Airbag can do no wrong as far as I am concerned. It’s been a while since the last album but the good news is that they still sound like Airbag, a mix of Pink Floyd and Porcupine Tree…but perhaps wearing those influences less prominently. Airbag have honed those influences into their own brand of modern prog. It’s melodic and powerful for sure.

“A Day at the Beach” is the fifth release by Airbag and yes, they have done it once again. The throbbing synths slowly bring the opening song “Machines And Men” to life. Even though it’s definitely Airbag, the band show they can do different things. The song (like the album as a whole) is more electronic than anything they’ve tried in the past but it doesn’t stay that way. Rather, it’s a way to set the mood for the song itself.

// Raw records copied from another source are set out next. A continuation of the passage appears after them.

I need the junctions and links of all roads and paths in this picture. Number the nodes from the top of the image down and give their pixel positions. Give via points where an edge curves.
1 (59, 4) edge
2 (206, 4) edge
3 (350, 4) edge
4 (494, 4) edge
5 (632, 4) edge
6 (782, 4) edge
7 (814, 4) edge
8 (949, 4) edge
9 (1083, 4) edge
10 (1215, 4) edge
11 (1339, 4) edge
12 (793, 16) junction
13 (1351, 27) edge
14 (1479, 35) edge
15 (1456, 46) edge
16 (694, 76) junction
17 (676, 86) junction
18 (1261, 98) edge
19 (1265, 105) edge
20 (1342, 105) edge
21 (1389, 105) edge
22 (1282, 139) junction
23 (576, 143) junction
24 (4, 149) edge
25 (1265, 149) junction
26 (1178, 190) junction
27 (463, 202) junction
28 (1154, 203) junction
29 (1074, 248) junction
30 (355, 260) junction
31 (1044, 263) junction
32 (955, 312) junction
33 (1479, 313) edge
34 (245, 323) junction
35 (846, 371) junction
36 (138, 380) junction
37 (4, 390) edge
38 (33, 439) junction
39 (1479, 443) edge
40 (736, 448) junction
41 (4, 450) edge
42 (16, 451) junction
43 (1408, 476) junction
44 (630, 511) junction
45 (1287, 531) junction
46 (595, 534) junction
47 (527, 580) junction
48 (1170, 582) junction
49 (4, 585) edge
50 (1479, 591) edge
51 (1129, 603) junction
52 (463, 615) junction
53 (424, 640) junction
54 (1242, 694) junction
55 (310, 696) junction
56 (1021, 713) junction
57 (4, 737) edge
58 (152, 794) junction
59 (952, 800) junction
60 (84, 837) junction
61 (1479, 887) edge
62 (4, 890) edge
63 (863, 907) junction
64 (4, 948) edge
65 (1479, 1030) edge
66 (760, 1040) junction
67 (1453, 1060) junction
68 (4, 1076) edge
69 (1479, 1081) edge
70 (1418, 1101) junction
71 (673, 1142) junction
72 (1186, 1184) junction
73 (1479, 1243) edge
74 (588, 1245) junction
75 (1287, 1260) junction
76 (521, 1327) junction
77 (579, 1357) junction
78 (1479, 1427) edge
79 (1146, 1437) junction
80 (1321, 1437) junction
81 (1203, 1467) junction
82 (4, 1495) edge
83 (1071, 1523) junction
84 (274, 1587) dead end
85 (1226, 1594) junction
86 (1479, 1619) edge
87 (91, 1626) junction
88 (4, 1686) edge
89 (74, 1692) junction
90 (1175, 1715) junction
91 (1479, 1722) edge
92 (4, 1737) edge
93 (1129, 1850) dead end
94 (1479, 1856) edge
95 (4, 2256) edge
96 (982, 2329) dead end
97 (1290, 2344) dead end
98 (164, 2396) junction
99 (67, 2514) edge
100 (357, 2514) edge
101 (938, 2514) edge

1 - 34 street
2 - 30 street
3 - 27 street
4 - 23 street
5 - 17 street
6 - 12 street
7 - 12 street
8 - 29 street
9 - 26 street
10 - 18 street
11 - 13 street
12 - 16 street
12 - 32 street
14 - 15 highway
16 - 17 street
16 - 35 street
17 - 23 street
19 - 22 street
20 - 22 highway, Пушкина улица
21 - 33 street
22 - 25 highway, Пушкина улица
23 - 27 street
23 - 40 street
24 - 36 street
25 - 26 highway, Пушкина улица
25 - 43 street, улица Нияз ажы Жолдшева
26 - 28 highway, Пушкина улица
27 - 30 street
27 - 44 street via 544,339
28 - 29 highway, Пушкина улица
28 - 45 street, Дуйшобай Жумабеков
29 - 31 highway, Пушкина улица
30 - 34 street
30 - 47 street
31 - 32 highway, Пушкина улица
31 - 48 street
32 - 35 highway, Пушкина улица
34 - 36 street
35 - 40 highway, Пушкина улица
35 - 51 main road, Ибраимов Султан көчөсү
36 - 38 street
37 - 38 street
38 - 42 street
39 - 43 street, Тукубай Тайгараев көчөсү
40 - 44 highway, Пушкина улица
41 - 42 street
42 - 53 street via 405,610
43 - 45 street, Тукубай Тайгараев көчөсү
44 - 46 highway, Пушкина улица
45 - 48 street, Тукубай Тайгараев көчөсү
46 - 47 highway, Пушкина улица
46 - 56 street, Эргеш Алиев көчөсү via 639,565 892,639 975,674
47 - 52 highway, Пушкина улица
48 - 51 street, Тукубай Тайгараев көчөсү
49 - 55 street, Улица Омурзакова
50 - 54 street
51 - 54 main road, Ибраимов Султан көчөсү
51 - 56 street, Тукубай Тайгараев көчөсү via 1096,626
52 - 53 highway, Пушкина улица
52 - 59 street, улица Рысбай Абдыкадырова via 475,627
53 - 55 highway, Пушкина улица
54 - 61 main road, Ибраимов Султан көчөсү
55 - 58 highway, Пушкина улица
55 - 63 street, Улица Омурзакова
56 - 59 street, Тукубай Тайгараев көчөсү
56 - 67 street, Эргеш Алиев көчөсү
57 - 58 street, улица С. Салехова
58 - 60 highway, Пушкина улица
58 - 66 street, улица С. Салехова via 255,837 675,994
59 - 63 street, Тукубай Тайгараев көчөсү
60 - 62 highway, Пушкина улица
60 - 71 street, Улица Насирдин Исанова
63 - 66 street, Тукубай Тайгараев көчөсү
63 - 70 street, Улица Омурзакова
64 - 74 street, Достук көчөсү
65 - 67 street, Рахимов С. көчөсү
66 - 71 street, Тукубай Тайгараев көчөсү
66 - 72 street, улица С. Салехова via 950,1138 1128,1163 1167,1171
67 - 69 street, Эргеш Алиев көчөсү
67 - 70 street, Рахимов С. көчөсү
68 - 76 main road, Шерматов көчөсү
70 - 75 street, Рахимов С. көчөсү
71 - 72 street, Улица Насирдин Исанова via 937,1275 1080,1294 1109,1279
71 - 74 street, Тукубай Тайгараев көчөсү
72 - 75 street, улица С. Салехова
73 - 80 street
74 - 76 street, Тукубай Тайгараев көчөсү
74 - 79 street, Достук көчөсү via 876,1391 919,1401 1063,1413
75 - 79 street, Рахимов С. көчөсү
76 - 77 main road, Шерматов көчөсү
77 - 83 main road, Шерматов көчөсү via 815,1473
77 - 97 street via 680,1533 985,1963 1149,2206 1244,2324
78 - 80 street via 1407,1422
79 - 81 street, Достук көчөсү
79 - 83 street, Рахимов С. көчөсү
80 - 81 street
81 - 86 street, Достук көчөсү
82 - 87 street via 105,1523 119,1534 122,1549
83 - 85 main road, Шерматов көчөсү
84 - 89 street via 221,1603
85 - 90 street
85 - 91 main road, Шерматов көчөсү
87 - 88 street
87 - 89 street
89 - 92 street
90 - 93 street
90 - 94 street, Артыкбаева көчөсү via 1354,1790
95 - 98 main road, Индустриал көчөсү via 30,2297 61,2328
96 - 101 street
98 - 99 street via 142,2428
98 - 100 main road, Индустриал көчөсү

Another favorite is “Into The Unknown.” Again, the song builds slowly. Airbag know how to arrange a song and let it breathe. And if you’re wondering, what about the guitar solos? Bjorn Riis has an amazing solo on this track. “Sunsets” has a bit of an 80s vibe to it. The keys are more abrasive here. That tends to be the overall sound of “A Day at the Beach.” The key is that Airbag still balances it with their classic sound. Like on “Sunsets,” it’s the chorus that brings back that old Airbag sound.

Where does “A Day at the Beach” rank with the rest of the band’s catalog? It’s hard to say at the moment. Each time I hear it, I hear more things that I don’t recall from the last time. It’s layered, yet not overly so. Subtle but infectious. Sounds like Airbag! They have indeed done it again! BUY IT!